Павел Назарович молчал, а я отрицательно покачал головой.
— Ну, откуда ты взял, что собаки его задушили? — спросил я следопыта.
— Вот это, — сказал он, показывая каплю запекшейся крови, — достал у Левки из уха. В брюшину головой он лазил, сало доставал… Это и по его морде видно — вся замазанная, даже дождем не смыло.
Павел Назарович, долго молчал, что-то обдумывая, и сказал только:
— Могло быть и так…
Шел первый час, а мы и думать не могли о походе. Низко спустившиеся к горам тучи нахмурились, казалось, вот-вот они лягут на вершины и дождь пойдет с еще большей силой. Не было никакой надежды на то, что сегодня он перестанет и мы продолжим свой путь.
Алексей готовил обед. Остальные по-разному коротали время. Лебедев читал что-то Самбуеву, Курсинов делал перевязку Мошкову, а остальные, громко похрапывая, спали.
Вдруг из дальнего угла озера послышался слабый крик кряковой утки. Ей ответила синица, и сейчас же легкий ветерок, сбивая с хвои влагу, пронесся по низине.
— Наверное, перестанет, — сказал Павел Назарович, осматриваясь кругом.
Над озером, словно муть, опять зарождался туман. Он густел, рос и скоро окутал все сплошною пеленою. Но дождь все шел и шел.
— Посмотри-ка, муравьи поползли, — заметил оживленно Павел Назарович.
— Ну и что же? — спросил я заинтересованно.
— Значит, действительно перестает, не зря они зашевелились.
Где-то на поляне послышался колокольчик. Только теперь, внимательно присмотревшись, я заметил некоторое оживление в природе и подумал: «Выходит, не зря кричала кряква…»

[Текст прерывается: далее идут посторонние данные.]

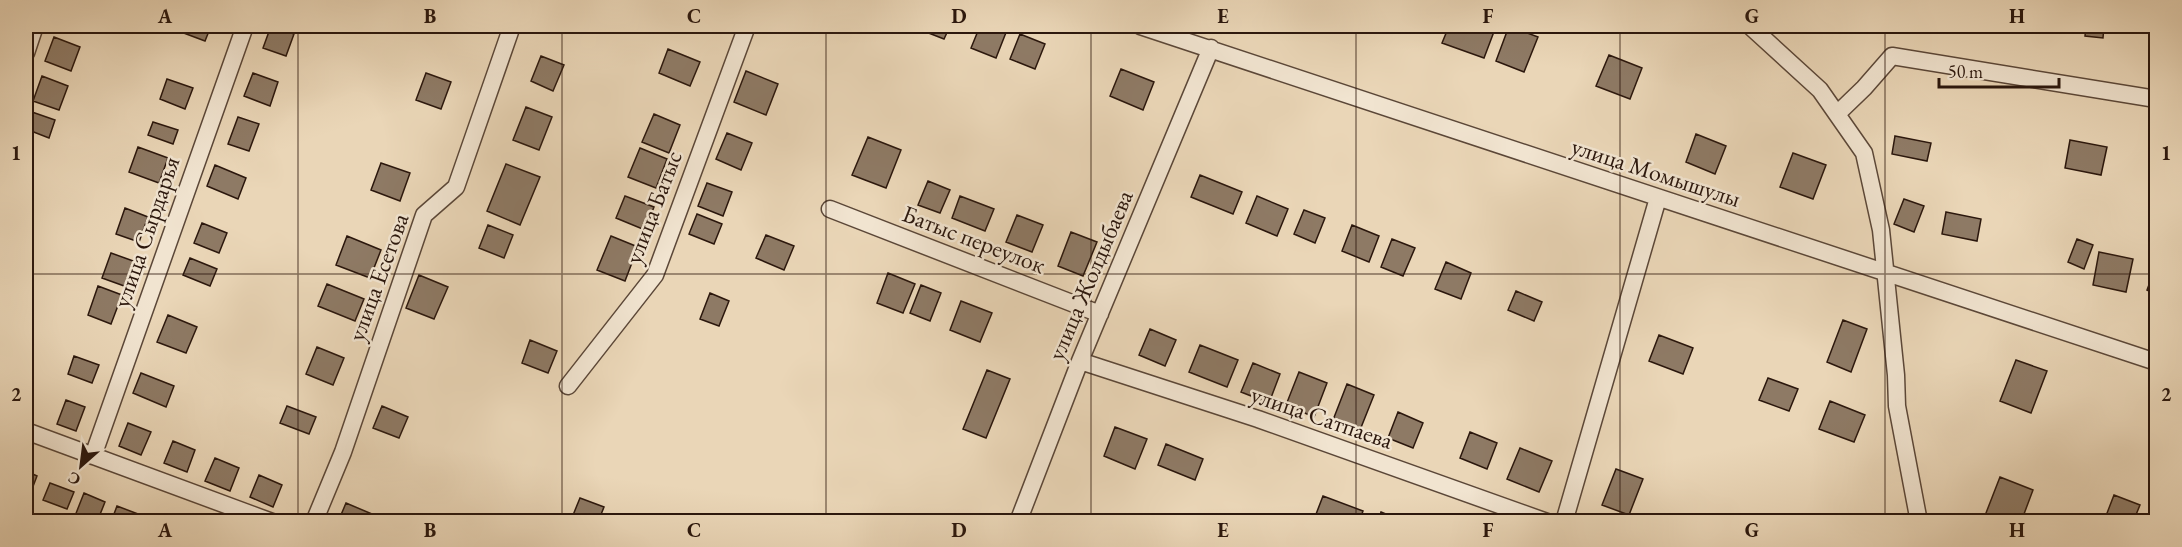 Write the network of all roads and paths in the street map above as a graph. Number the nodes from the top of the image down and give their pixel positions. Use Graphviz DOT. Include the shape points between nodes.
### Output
graph roads {
  1 [pos="35,26"];
  2 [pos="245,26"];
  3 [pos="512,26"];
  4 [pos="747,26"];
  5 [pos="1140,26"];
  6 [pos="1750,26"];
  7 [pos="1211,48"];
  8 [pos="26,54"];
  9 [pos="2157,99"];
  10 [pos="1837,114"];
  11 [pos="1658,198"];
  12 [pos="830,209"];
  13 [pos="1886,274"];
  14 [pos="1100,314"];
  15 [pos="1080,361"];
  16 [pos="2157,362"];
  17 [pos="568,386"];
  18 [pos="26,431"];
  19 [pos="93,456"];
  20 [pos="272,522"];
  21 [pos="314,522"];
  22 [pos="1018,522"];
  23 [pos="1547,522"];
  24 [pos="1564,522"];
  25 [pos="1919,522"];
  1 -- 8 [label="street"];
  2 -- 19 [label="street, улица Сырдарья"];
  3 -- 21 [label="street, улица Есетова" via="456,187 424,215 343,452"];
  4 -- 17 [label="street, улица Батыс" via="655,274"];
  5 -- 7 [label="street, улица Момышулы"];
  6 -- 10 [label="street" via="1820,90"];
  7 -- 11 [label="street, улица Момышулы"];
  7 -- 14 [label="street, улица Жолдыбаева"];
  9 -- 10 [label="street" via="1892,56"];
  10 -- 13 [label="street" via="1864,153"];
  11 -- 13 [label="street, улица Момышулы"];
  11 -- 24 [label="street"];
  12 -- 14 [label="street, Батыс переулок"];
  13 -- 16 [label="street, улица Момышулы"];
  13 -- 25 [label="street" via="1897,406"];
  14 -- 15 [label="street, улица Жолдыбаева"];
  15 -- 22 [label="street, улица Жолдыбаева"];
  15 -- 23 [label="street, улица Сатпаева" via="1258,419"];
  18 -- 19 [label="street"];
  19 -- 20 [label="street"];
} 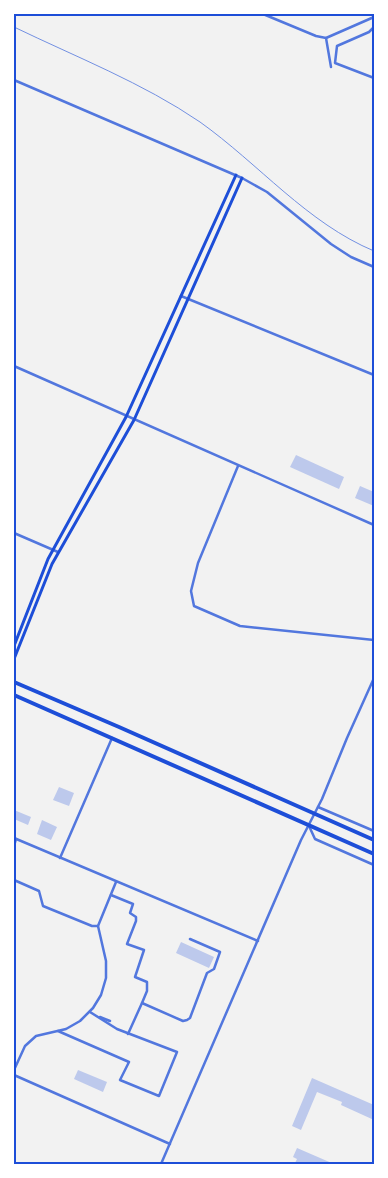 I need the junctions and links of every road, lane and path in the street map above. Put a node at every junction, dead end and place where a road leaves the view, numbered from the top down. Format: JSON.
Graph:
{"nodes":[{"id":1,"x":263,"y":14,"type":"edge"},
{"id":2,"x":374,"y":17,"type":"edge"},
{"id":3,"x":374,"y":27,"type":"edge"},
{"id":4,"x":326,"y":38,"type":"junction"},
{"id":5,"x":329,"y":55,"type":"junction"},
{"id":6,"x":336,"y":55,"type":"junction"},
{"id":7,"x":331,"y":67,"type":"dead end"},
{"id":8,"x":374,"y":78,"type":"edge"},
{"id":9,"x":14,"y":80,"type":"edge"},
{"id":10,"x":236,"y":175,"type":"junction"},
{"id":11,"x":242,"y":178,"type":"junction"},
{"id":12,"x":374,"y":267,"type":"edge"},
{"id":13,"x":181,"y":296,"type":"junction"},
{"id":14,"x":188,"y":298,"type":"junction"},
{"id":15,"x":14,"y":366,"type":"edge"},
{"id":16,"x":374,"y":376,"type":"edge"},
{"id":17,"x":126,"y":416,"type":"junction"},
{"id":18,"x":134,"y":420,"type":"junction"},
{"id":19,"x":238,"y":466,"type":"junction"},
{"id":20,"x":374,"y":525,"type":"edge"},
{"id":21,"x":14,"y":533,"type":"edge"},
{"id":22,"x":53,"y":550,"type":"junction"},
{"id":23,"x":58,"y":552,"type":"junction"},
{"id":24,"x":374,"y":640,"type":"edge"},
{"id":25,"x":14,"y":646,"type":"edge"},
{"id":26,"x":14,"y":659,"type":"edge"},
{"id":27,"x":374,"y":678,"type":"edge"},
{"id":28,"x":14,"y":682,"type":"edge"},
{"id":29,"x":14,"y":695,"type":"edge"},
{"id":30,"x":112,"y":738,"type":"junction"},
{"id":31,"x":318,"y":807,"type":"junction"},
{"id":32,"x":314,"y":814,"type":"junction"},
{"id":33,"x":309,"y":824,"type":"junction"},
{"id":34,"x":374,"y":831,"type":"edge"},
{"id":35,"x":15,"y":839,"type":"edge"},
{"id":36,"x":374,"y":840,"type":"edge"},
{"id":37,"x":14,"y":846,"type":"edge"},
{"id":38,"x":374,"y":854,"type":"edge"},
{"id":39,"x":60,"y":858,"type":"junction"},
{"id":40,"x":374,"y":865,"type":"edge"},
{"id":41,"x":14,"y":880,"type":"edge"},
{"id":42,"x":116,"y":882,"type":"junction"},
{"id":43,"x":110,"y":894,"type":"junction"},
{"id":44,"x":98,"y":926,"type":"junction"},
{"id":45,"x":190,"y":939,"type":"dead end"},
{"id":46,"x":258,"y":941,"type":"junction"},
{"id":47,"x":142,"y":1003,"type":"junction"},
{"id":48,"x":90,"y":1012,"type":"junction"},
{"id":49,"x":94,"y":1014,"type":"junction"},
{"id":50,"x":110,"y":1021,"type":"dead end"},
{"id":51,"x":58,"y":1031,"type":"junction"},
{"id":52,"x":128,"y":1034,"type":"junction"},
{"id":53,"x":14,"y":1070,"type":"edge"},
{"id":54,"x":14,"y":1075,"type":"edge"},
{"id":55,"x":171,"y":1144,"type":"junction"},
{"id":56,"x":161,"y":1164,"type":"edge"}],
"edges":[{"from":1,"to":4,"type":"street"},
{"from":2,"to":4,"type":"street"},
{"from":3,"to":6,"type":"street"},
{"from":4,"to":5,"type":"street"},
{"from":5,"to":6,"type":"street"},
{"from":5,"to":7,"type":"street"},
{"from":6,"to":8,"type":"street"},
{"from":9,"to":10,"type":"street"},
{"from":10,"to":11,"type":"street"},
{"from":10,"to":13,"type":"main road"},
{"from":11,"to":12,"type":"street"},
{"from":11,"to":14,"type":"main road"},
{"from":13,"to":14,"type":"street"},
{"from":13,"to":17,"type":"main road"},
{"from":14,"to":16,"type":"street"},
{"from":14,"to":18,"type":"main road"},
{"from":15,"to":17,"type":"street"},
{"from":17,"to":18,"type":"street"},
{"from":17,"to":22,"type":"main road"},
{"from":18,"to":19,"type":"street"},
{"from":18,"to":23,"type":"main road"},
{"from":19,"to":20,"type":"street"},
{"from":19,"to":24,"type":"street"},
{"from":21,"to":22,"type":"street"},
{"from":22,"to":23,"type":"street"},
{"from":22,"to":25,"type":"main road"},
{"from":23,"to":26,"type":"main road"},
{"from":27,"to":31,"type":"street"},
{"from":28,"to":32,"type":"main road"},
{"from":29,"to":30,"type":"main road"},
{"from":30,"to":33,"type":"main road"},
{"from":30,"to":39,"type":"street"},
{"from":31,"to":32,"type":"street"},
{"from":31,"to":34,"type":"street"},
{"from":32,"to":33,"type":"street"},
{"from":32,"to":36,"type":"main road"},
{"from":33,"to":38,"type":"main road"},
{"from":33,"to":40,"type":"street"},
{"from":33,"to":46,"type":"street"},
{"from":35,"to":37,"type":"street"},
{"from":35,"to":39,"type":"street"},
{"from":39,"to":42,"type":"street"},
{"from":41,"to":44,"type":"street"},
{"from":42,"to":43,"type":"street"},
{"from":42,"to":46,"type":"street"},
{"from":43,"to":44,"type":"street"},
{"from":43,"to":47,"type":"street"},
{"from":44,"to":48,"type":"street"},
{"from":45,"to":47,"type":"street"},
{"from":46,"to":55,"type":"street"},
{"from":47,"to":52,"type":"street"},
{"from":48,"to":49,"type":"street"},
{"from":48,"to":51,"type":"street"},
{"from":49,"to":50,"type":"street"},
{"from":49,"to":52,"type":"street"},
{"from":51,"to":52,"type":"street"},
{"from":51,"to":53,"type":"street"},
{"from":54,"to":55,"type":"street"},
{"from":55,"to":56,"type":"street"}]}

Через полчаса дождь ослабел. Пока свертывали лагерь, седлали лошадей, я пошел осмотреть озеро. Туман, покрывающий его, не позволил мне составить о нем полного представления. Первое, что бросилось в глаза, — это светло-зеленый цвет воды. Льда уже не было, и только кое-где в береговых выемках лежали еще не смытые водою ледяные глыбы. Дно озера вдоль береговой кромки было завалено упавшими деревьями, корни и сучья которых торчали на поверхности. Редкие водяные растения, переплетаясь с этими деревьями, украшали озеро сложным узором. Рассматривая дно, я обратил внимание на какие-то странные нити, свисавшие с растений и сучьев. Они были длиною 10–20 сантиметров и более. Я не сразу догадался, что это такое, и только, когда увидел проплывающих парочками окуней, понял, что это их икра. В отличие от других рыб, заселяющих воды Восточного Саяна: тайменя, ленка, хариуса и налима, окунь мечет икру, выбрасывая ее не отдельными икринками, а именно нитями. Их-то я и видел в озере.
Мы должны были воспользоваться обилием окуня в озере и заготовить рыбы на будущее. Мошков и повар Алексей остались на биваке, чтобы заняться рыбной ловлей, мы же в четыре часа тронулись дальше, взяв направление на Ничку.
От озера шла хорошо заметная звериная тропа. Свежих следов на ней не было. Видимо, только летом ею пользуются лоси и изюбры, чтобы прийти на озеро купаться. Такое удовольствие они позволяют себе в жаркое время, когда в тайге властвует паут и мошка. Этой же тропою, вероятно, пользуются дикие олени, кочуя с зимних пастбищ на летние и обратно.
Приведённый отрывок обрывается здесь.